Task prompt | Starting at the top of the entries below, set down every line exactly, please, until you reach the line with "position:absolute; right:18px; bottom:18px;", which is included too.

[Dataset excerpts]

-- -- --

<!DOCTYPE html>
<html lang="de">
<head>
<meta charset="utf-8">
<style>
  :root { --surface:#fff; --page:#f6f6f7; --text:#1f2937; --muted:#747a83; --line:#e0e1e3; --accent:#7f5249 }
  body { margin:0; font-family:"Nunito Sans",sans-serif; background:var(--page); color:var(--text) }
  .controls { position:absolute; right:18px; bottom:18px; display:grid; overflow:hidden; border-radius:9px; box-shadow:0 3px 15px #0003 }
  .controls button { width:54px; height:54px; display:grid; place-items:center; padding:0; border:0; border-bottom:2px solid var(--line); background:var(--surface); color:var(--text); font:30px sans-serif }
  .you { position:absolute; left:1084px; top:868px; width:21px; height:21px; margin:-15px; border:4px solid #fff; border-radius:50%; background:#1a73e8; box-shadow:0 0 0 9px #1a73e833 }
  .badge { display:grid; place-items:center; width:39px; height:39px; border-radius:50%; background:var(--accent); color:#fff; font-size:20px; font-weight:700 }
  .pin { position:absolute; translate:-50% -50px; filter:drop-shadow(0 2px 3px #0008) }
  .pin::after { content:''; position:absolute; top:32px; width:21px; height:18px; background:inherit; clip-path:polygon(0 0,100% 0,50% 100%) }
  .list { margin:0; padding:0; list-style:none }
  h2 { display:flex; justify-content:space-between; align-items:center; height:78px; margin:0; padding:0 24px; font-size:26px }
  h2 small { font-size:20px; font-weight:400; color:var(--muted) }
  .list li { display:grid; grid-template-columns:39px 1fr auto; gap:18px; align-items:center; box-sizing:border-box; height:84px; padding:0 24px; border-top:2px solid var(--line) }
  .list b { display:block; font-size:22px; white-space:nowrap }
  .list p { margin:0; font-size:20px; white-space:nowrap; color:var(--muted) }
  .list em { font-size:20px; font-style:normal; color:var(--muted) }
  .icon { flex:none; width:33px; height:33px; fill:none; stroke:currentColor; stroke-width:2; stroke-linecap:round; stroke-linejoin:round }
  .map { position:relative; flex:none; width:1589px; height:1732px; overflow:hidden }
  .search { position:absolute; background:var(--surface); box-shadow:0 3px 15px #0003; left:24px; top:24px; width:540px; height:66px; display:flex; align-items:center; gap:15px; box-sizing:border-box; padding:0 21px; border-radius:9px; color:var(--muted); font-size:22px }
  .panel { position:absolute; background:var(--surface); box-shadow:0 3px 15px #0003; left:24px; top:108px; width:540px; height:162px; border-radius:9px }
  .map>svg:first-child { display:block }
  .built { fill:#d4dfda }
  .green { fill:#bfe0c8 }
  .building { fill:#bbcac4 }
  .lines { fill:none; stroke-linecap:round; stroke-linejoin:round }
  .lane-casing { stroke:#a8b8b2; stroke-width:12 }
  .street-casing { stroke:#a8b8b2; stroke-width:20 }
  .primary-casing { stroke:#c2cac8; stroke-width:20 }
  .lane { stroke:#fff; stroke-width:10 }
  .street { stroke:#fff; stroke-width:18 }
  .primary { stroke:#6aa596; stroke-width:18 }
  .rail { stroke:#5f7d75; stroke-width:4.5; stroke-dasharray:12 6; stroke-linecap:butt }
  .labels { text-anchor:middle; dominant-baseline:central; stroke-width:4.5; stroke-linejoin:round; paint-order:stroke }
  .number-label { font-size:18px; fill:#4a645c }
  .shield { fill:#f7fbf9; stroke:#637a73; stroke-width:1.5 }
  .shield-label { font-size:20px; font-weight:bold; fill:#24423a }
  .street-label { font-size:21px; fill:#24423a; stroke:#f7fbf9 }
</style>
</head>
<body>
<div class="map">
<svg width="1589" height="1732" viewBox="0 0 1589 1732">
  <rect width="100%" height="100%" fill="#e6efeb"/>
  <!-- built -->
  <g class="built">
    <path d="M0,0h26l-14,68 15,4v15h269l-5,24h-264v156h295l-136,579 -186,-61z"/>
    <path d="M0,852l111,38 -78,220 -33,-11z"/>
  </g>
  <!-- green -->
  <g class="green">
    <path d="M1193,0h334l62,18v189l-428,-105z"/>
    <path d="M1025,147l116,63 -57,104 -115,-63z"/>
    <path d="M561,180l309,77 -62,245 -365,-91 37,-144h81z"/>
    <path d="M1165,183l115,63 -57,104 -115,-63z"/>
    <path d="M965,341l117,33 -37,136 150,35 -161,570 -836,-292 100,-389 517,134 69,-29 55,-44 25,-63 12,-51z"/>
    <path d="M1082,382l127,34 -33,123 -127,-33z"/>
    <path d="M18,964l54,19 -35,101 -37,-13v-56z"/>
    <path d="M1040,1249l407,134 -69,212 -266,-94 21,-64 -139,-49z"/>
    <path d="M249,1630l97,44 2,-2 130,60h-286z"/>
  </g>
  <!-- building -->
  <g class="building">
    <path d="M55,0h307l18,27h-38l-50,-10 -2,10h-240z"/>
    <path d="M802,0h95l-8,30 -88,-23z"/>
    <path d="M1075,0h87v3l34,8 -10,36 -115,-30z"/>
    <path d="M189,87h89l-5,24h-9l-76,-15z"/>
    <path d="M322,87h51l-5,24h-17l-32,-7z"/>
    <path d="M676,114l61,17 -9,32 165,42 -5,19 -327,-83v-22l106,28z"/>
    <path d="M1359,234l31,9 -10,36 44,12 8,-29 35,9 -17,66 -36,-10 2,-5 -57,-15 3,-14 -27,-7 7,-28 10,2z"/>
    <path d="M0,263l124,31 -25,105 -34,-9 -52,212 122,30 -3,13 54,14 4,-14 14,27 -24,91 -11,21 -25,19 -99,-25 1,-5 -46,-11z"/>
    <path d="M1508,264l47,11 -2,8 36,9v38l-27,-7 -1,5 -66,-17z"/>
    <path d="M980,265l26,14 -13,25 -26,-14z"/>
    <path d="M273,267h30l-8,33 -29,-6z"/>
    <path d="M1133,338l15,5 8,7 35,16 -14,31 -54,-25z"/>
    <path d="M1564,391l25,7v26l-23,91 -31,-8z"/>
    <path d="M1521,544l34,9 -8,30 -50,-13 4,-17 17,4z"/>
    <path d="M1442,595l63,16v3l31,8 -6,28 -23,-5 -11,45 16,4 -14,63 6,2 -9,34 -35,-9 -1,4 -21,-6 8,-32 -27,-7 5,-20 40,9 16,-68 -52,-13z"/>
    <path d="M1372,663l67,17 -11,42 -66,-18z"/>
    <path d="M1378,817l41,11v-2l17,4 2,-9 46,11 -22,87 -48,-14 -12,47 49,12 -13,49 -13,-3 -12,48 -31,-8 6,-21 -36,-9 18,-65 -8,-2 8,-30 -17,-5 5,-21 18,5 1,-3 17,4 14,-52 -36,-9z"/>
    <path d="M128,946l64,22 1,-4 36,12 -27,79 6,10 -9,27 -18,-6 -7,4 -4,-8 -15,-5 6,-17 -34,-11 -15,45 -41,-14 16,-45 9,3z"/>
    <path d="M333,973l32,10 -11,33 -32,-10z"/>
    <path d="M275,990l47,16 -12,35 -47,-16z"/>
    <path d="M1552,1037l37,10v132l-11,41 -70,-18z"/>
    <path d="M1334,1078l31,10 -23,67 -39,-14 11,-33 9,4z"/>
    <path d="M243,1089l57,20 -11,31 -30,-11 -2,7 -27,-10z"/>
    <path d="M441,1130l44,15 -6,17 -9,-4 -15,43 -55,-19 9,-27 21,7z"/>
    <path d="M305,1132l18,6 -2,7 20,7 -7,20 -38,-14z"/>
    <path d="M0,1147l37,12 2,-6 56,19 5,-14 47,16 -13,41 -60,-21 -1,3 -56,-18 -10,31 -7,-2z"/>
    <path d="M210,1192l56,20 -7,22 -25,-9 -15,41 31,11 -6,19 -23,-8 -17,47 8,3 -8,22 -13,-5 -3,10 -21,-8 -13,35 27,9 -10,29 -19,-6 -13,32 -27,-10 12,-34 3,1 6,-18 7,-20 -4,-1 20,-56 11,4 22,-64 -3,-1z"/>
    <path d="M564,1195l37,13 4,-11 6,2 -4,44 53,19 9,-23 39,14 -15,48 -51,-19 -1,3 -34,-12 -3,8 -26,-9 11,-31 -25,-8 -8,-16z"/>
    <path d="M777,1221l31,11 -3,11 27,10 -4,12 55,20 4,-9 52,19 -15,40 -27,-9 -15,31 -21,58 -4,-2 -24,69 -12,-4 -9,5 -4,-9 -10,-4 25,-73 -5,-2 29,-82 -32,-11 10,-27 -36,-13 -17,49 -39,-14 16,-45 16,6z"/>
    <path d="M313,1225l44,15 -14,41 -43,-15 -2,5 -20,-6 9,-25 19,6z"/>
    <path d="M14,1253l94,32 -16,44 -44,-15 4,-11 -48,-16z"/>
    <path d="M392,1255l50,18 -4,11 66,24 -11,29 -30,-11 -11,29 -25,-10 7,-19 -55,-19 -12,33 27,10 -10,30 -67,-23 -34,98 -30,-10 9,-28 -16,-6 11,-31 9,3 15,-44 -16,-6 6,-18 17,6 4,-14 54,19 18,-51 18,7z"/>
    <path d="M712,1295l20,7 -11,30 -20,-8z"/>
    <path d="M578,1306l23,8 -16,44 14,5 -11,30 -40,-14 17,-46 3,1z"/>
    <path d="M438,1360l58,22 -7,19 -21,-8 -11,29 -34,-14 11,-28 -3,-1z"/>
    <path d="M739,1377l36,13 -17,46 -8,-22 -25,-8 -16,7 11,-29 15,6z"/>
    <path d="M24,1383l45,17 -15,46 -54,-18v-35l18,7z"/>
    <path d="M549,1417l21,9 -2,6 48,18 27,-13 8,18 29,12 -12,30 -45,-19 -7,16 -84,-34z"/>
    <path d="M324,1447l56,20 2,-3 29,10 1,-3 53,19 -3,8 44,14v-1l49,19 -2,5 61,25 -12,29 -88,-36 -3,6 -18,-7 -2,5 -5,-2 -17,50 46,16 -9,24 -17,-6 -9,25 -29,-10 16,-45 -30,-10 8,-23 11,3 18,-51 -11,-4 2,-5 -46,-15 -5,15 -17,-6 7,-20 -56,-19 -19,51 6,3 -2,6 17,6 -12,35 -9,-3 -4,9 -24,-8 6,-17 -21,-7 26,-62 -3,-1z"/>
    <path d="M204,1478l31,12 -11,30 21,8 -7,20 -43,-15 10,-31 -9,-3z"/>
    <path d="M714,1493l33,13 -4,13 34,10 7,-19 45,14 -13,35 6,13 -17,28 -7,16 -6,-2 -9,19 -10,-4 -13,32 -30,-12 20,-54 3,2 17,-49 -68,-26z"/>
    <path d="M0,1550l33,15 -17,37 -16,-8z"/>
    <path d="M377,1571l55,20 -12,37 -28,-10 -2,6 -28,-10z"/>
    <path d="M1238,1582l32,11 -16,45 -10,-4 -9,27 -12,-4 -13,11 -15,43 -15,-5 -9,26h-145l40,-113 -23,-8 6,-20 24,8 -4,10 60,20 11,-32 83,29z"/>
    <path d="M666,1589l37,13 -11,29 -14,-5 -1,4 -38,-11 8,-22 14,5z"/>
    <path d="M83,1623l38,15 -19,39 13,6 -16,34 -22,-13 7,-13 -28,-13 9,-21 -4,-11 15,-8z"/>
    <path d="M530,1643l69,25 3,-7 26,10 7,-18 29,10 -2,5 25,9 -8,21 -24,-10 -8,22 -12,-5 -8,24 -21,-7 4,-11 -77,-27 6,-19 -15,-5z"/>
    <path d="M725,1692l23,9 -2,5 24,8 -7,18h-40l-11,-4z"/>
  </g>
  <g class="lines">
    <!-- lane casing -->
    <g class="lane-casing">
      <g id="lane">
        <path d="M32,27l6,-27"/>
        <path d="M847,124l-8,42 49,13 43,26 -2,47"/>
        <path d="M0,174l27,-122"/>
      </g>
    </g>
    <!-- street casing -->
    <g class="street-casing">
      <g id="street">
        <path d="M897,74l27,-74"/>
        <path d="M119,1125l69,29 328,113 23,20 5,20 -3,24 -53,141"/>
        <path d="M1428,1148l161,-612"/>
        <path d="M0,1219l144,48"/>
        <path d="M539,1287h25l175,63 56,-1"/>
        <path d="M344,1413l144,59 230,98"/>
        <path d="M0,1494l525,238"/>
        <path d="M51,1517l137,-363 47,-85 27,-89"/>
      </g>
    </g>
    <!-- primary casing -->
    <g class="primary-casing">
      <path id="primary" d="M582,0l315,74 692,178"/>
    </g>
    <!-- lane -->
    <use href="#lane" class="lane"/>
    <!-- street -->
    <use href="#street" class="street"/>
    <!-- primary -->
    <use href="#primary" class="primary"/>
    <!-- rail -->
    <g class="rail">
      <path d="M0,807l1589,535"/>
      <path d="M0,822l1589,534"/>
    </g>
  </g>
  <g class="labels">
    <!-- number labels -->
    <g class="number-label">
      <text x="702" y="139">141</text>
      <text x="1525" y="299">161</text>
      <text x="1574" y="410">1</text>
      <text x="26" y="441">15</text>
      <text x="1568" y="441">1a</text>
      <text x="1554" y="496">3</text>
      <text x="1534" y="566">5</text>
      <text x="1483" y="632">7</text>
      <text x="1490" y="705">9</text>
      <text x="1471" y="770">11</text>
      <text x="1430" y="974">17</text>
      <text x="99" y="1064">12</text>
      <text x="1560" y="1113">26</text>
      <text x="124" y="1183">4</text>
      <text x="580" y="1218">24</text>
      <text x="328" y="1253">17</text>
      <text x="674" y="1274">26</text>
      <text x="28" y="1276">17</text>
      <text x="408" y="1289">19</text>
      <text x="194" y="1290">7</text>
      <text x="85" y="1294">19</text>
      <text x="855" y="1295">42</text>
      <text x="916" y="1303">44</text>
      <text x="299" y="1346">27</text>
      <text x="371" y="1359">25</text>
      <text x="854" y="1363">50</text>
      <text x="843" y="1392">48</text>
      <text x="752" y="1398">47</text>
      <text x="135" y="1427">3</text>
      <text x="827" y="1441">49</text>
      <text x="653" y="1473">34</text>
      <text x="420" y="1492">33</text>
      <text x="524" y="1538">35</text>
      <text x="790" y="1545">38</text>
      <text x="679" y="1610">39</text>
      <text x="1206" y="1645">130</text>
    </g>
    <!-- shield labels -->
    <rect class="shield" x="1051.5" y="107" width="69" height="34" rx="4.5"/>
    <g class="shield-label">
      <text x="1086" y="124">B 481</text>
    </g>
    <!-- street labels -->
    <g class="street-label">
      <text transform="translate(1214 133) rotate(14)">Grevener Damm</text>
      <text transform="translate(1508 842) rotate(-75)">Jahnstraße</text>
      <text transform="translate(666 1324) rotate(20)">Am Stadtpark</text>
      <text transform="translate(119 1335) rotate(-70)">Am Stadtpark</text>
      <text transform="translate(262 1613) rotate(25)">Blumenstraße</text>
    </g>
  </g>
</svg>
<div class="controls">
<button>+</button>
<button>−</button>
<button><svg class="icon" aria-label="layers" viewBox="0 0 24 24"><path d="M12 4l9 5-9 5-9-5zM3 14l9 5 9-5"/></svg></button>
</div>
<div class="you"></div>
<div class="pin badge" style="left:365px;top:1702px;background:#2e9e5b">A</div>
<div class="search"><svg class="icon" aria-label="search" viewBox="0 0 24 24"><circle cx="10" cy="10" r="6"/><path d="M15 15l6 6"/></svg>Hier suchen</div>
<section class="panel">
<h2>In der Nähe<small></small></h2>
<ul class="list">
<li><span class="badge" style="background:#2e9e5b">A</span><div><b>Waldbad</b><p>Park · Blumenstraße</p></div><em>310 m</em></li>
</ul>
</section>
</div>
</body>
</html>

-- -- --

Solution to this problem |
<!DOCTYPE html>
<html lang="de">
<head>
<meta charset="utf-8">
<style>
  :root { --surface:#fff; --page:#f6f6f7; --text:#1f2937; --muted:#747a83; --line:#e0e1e3; --accent:#7f5249 }
  body { margin:0; font-family:"Nunito Sans",sans-serif; background:var(--page); color:var(--text) }
  .controls { position:absolute; right:18px; bottom:18px; display:grid; overflow:hidden; border-radius:9px; box-shadow:0 3px 15px #0003 }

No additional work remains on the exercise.